U.S. companies are required to disclose the total amount they spend on political activity, but beyond that, the disclosure is incredibly vague, according to Tim Werner, associate professor of business, government and society at the McCombs School of Business.

“We don’t even know which individual members of Congress they meet with,” Werner said. “If you’re only looking at observable political activities of corporations, it’s like looking at the tip of the iceberg.”

Below the waterline, Werner and colleagues, Nan Jia of the University of Southern California and Stanislav Markus of the University of South Carolina, found that when corporations conceal their political activities, they may use a wide variety of strategies, including:

  • Lobbying people who are not obvious political players.
  • Secretly creating a “citizens coalition” to advocate for their position.
  • Using obfuscation to spin an issue in their favor.
  • Contributing to groups that are not legally required to report their donors, known as “dark money” groups.
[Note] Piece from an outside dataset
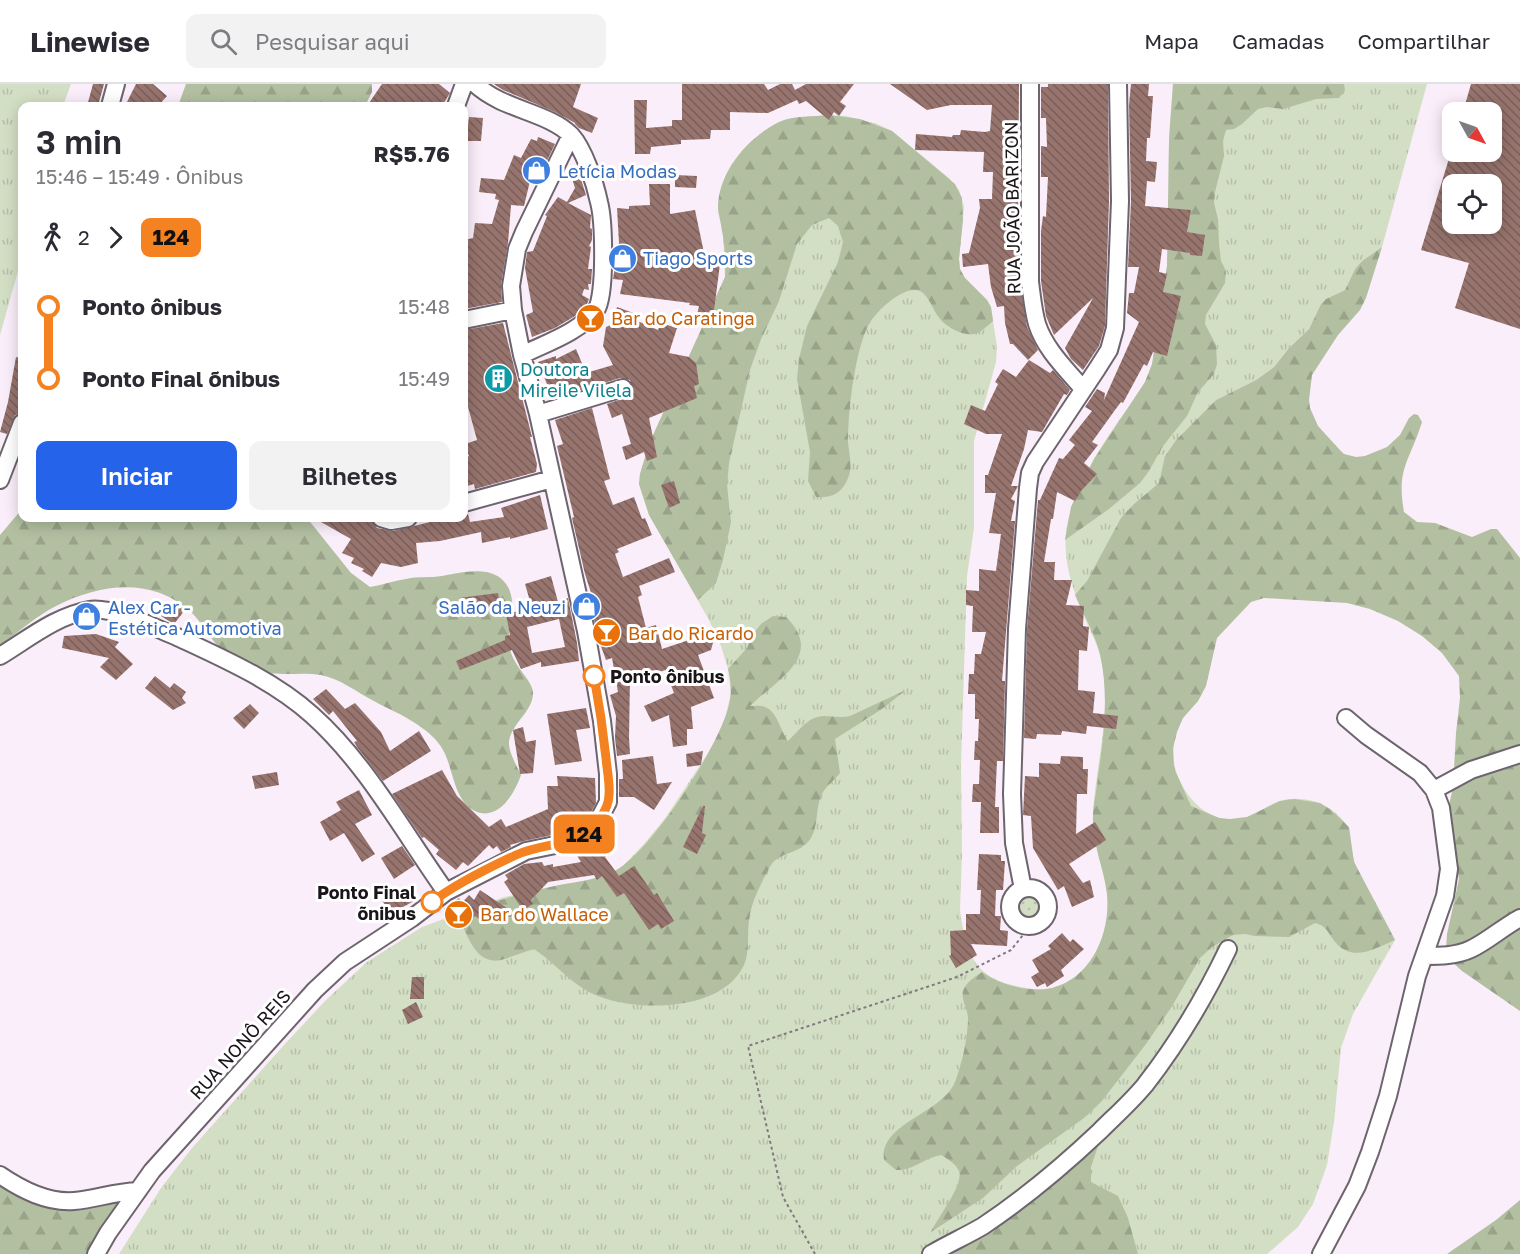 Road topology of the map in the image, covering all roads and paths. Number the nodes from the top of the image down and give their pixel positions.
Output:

The research is published in Academy of Management.

How do corporations decide when to use these strategies? The researchers developed a mathematical model of a company’s political decision-making to help predict which activities it’s most likely to hide. Their calculus finds:

  • The lower the costs of concealment or of being caught, the more likely companies are to attempt it.
  • Companies are more likely to conceal their activities on issues where they reap most of the benefits or bear most of the costs.
  • The harder it is to win a lawmaker’s support, the more a company will try to hide its spending to influence that lawmaker.

Werner said this line of research opens an important conversation.

“The more we understand about the reasons a business does or does not conceal its political involvement, the more informed our decision-making around policies related to transparency,” he said.

Read the McCombs Big Ideas story.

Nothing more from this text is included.